→ Problem statement: Omit the images, then output each of the records below exactly.

→ Saved entries:
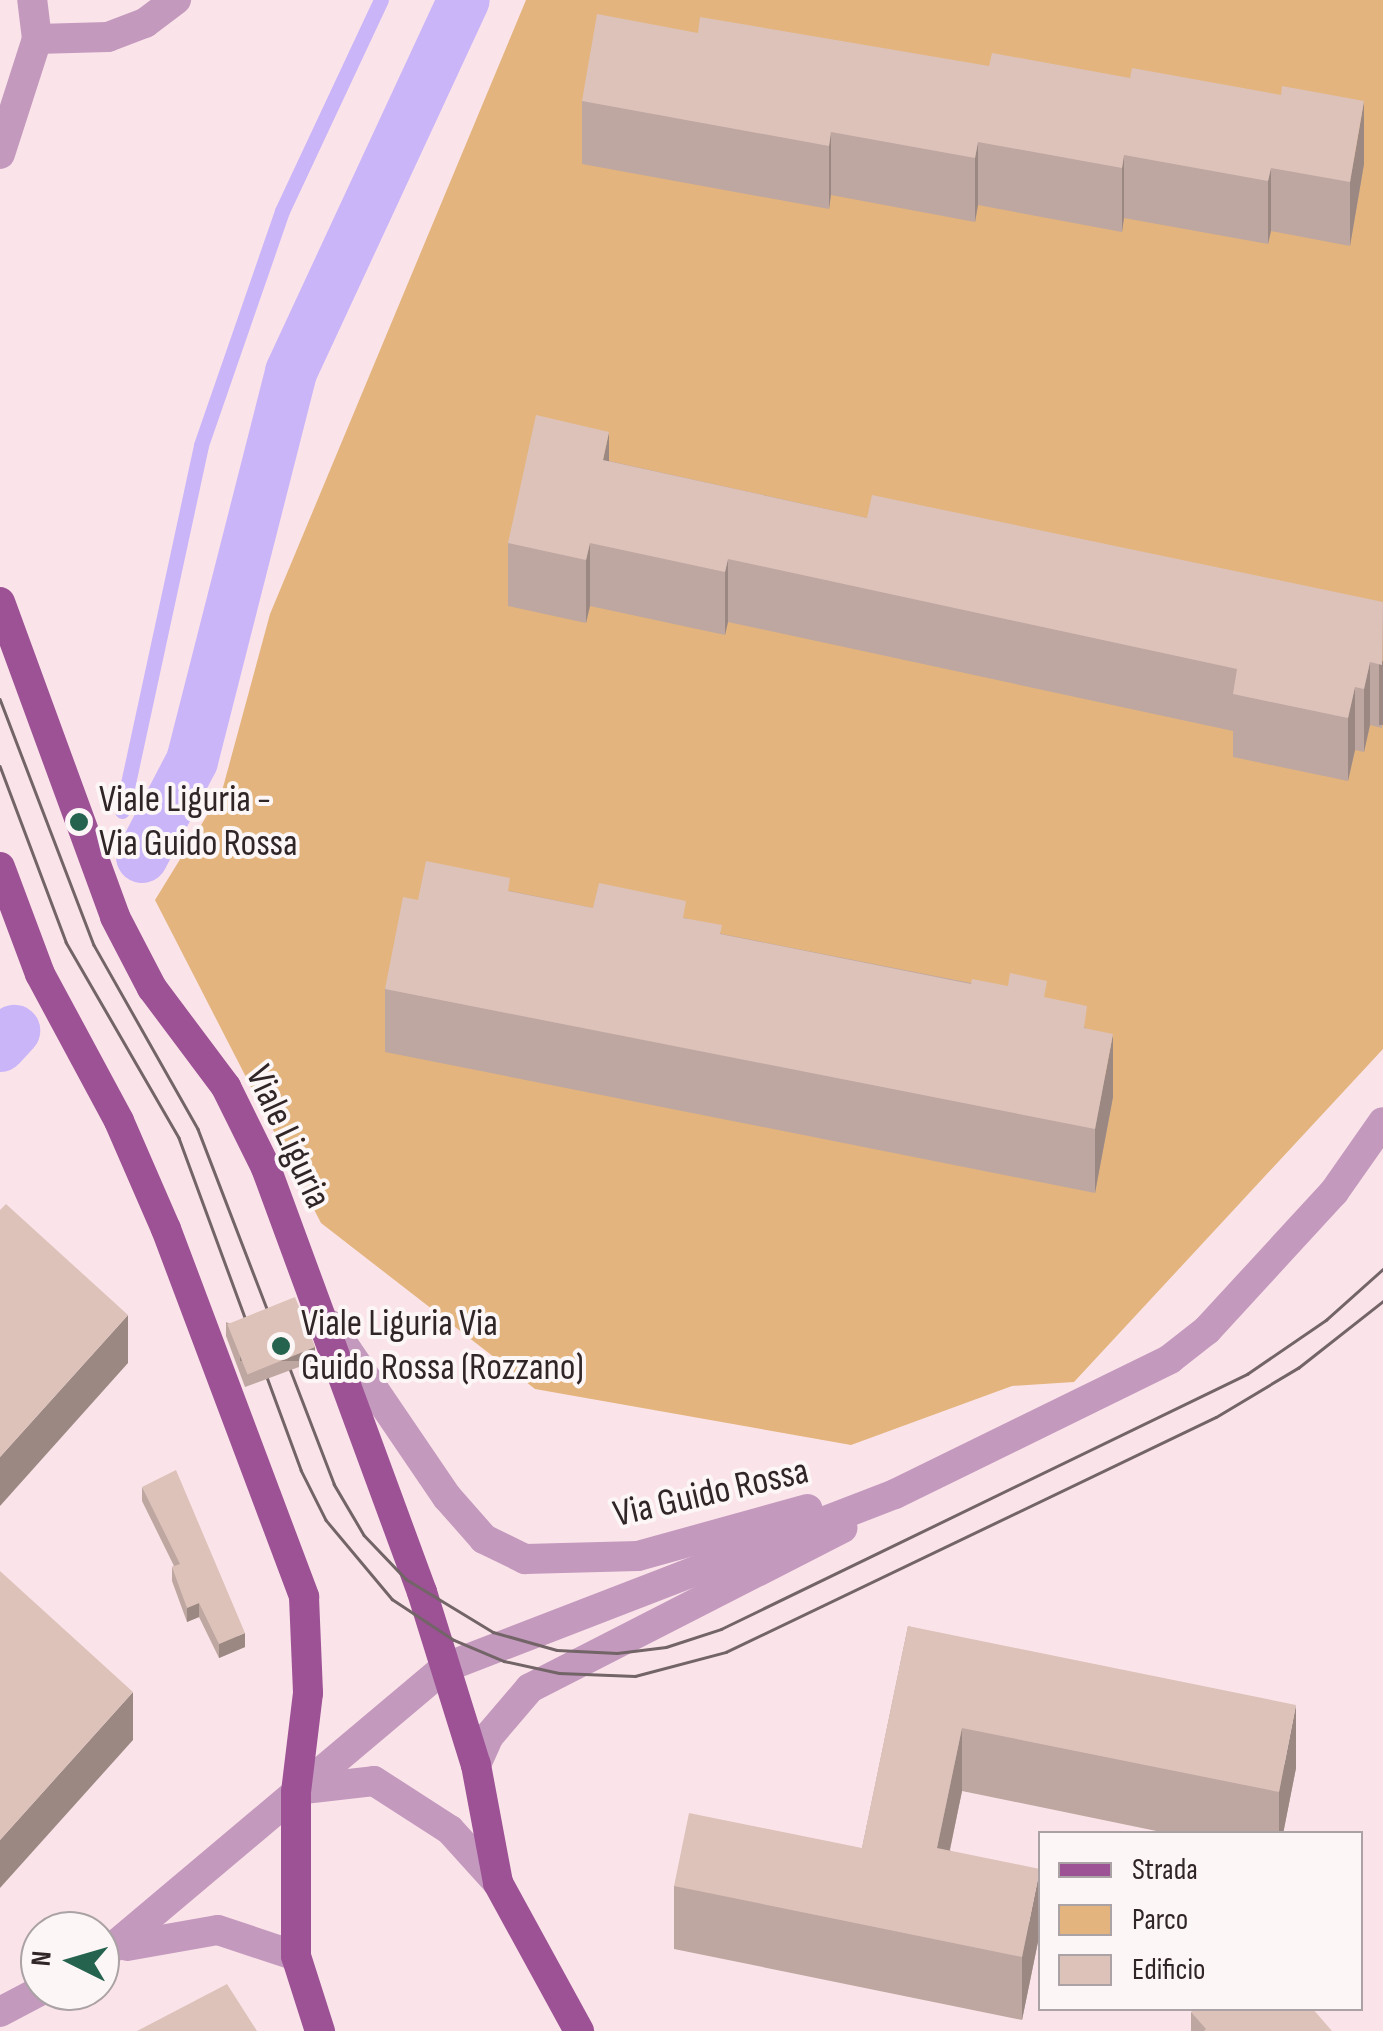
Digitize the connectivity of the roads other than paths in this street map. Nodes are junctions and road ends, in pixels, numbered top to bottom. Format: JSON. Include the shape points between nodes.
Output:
{"nodes":[{"id":1,"x":32,"y":0,"type":"edge"},
{"id":2,"x":176,"y":0,"type":"edge"},
{"id":3,"x":37,"y":39,"type":"junction"},
{"id":4,"x":10,"y":108,"type":"edge"},
{"id":5,"x":0,"y":154,"type":"edge"},
{"id":6,"x":0,"y":602,"type":"edge"},
{"id":7,"x":0,"y":867,"type":"edge"},
{"id":8,"x":1383,"y":1122,"type":"edge"},
{"id":9,"x":313,"y":1299,"type":"junction"},
{"id":10,"x":895,"y":1494,"type":"junction"},
{"id":11,"x":444,"y":1668,"type":"junction"},
{"id":12,"x":476,"y":1764,"type":"junction"},
{"id":13,"x":296,"y":1792,"type":"junction"},
{"id":14,"x":498,"y":1883,"type":"junction"},
{"id":15,"x":120,"y":1944,"type":"edge"},
{"id":16,"x":120,"y":1951,"type":"edge"},
{"id":17,"x":296,"y":1956,"type":"junction"},
{"id":18,"x":320,"y":2031,"type":"edge"},
{"id":19,"x":579,"y":2031,"type":"edge"}],
"edges":[{"from":1,"to":3,"type":"street"},
{"from":2,"to":3,"type":"street","via":[[108,38]]},
{"from":3,"to":4,"type":"street"},
{"from":4,"to":5,"type":"street"},
{"from":6,"to":9,"type":"main road","name":"Viale Liguria","via":[[115,917],[152,988],[240,1112]]},
{"from":7,"to":13,"type":"main road","via":[[40,974],[119,1121],[166,1229],[304,1597],[308,1692]]},
{"from":8,"to":10,"type":"street","name":"Via Guido Rossa","via":[[1334,1192],[1207,1330],[1170,1358]]},
{"from":9,"to":10,"type":"street","name":"Via Guido Rossa","via":[[446,1497],[484,1539],[525,1559],[638,1556],[794,1512]]},
{"from":9,"to":11,"type":"main road","name":"Viale Liguria"},
{"from":10,"to":11,"type":"street","name":"Via Guido Rossa"},
{"from":10,"to":12,"type":"street","name":"Via Guido Rossa","via":[[813,1547],[530,1688],[489,1736]]},
{"from":11,"to":12,"type":"main road","name":"Viale Liguria"},
{"from":11,"to":13,"type":"street","name":"Via Guido Rossa"},
{"from":12,"to":14,"type":"main road","name":"Viale Liguria"},
{"from":13,"to":14,"type":"street","via":[[322,1783],[374,1781],[450,1830]]},
{"from":13,"to":15,"type":"street","name":"Via Guido Rossa"},
{"from":13,"to":17,"type":"main road"},
{"from":14,"to":19,"type":"main road","name":"Viale Liguria"},
{"from":16,"to":17,"type":"street","via":[[218,1930]]},
{"from":17,"to":18,"type":"main road"}]}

→ Output for this task:
Digitize the connectivity of the roads other than paths in this street map. Nodes are junctions and road ends, in pixels, numbered top to bottom. Format: JSON. Include the shape points between nodes.
Output:
{"nodes":[{"id":1,"x":32,"y":0,"type":"edge"},
{"id":2,"x":176,"y":0,"type":"edge"},
{"id":3,"x":37,"y":39,"type":"junction"},
{"id":4,"x":10,"y":108,"type":"edge"},
{"id":5,"x":0,"y":154,"type":"edge"},
{"id":6,"x":0,"y":602,"type":"edge"},
{"id":7,"x":0,"y":867,"type":"edge"},
{"id":8,"x":1383,"y":1122,"type":"edge"},
{"id":9,"x":313,"y":1299,"type":"junction"},
{"id":10,"x":895,"y":1494,"type":"junction"},
{"id":11,"x":444,"y":1668,"type":"junction"},
{"id":12,"x":476,"y":1764,"type":"junction"},
{"id":13,"x":296,"y":1792,"type":"junction"},
{"id":14,"x":498,"y":1883,"type":"junction"},
{"id":15,"x":120,"y":1944,"type":"edge"},
{"id":16,"x":120,"y":1951,"type":"edge"},
{"id":17,"x":296,"y":1956,"type":"junction"},
{"id":18,"x":320,"y":2031,"type":"edge"},
{"id":19,"x":579,"y":2031,"type":"edge"}],
"edges":[{"from":1,"to":3,"type":"street"},
{"from":2,"to":3,"type":"street","via":[[108,38]]},
{"from":3,"to":4,"type":"street"},
{"from":4,"to":5,"type":"street"},
{"from":6,"to":9,"type":"main road","name":"Viale Liguria","via":[[115,917],[152,988],[240,1112]]},
{"from":7,"to":13,"type":"main road","via":[[40,974],[119,1121],[166,1229],[304,1597],[308,1692]]},
{"from":8,"to":10,"type":"street","name":"Via Guido Rossa","via":[[1334,1192],[1207,1330],[1170,1358]]},
{"from":9,"to":10,"type":"street","name":"Via Guido Rossa","via":[[446,1497],[484,1539],[525,1559],[638,1556],[794,1512]]},
{"from":9,"to":11,"type":"main road","name":"Viale Liguria"},
{"from":10,"to":11,"type":"street","name":"Via Guido Rossa"},
{"from":10,"to":12,"type":"street","name":"Via Guido Rossa","via":[[813,1547],[530,1688],[489,1736]]},
{"from":11,"to":12,"type":"main road","name":"Viale Liguria"},
{"from":11,"to":13,"type":"street","name":"Via Guido Rossa"},
{"from":12,"to":14,"type":"main road","name":"Viale Liguria"},
{"from":13,"to":14,"type":"street","via":[[322,1783],[374,1781],[450,1830]]},
{"from":13,"to":15,"type":"street","name":"Via Guido Rossa"},
{"from":13,"to":17,"type":"main road"},
{"from":14,"to":19,"type":"main road","name":"Viale Liguria"},
{"from":16,"to":17,"type":"street","via":[[218,1930]]},
{"from":17,"to":18,"type":"main road"}]}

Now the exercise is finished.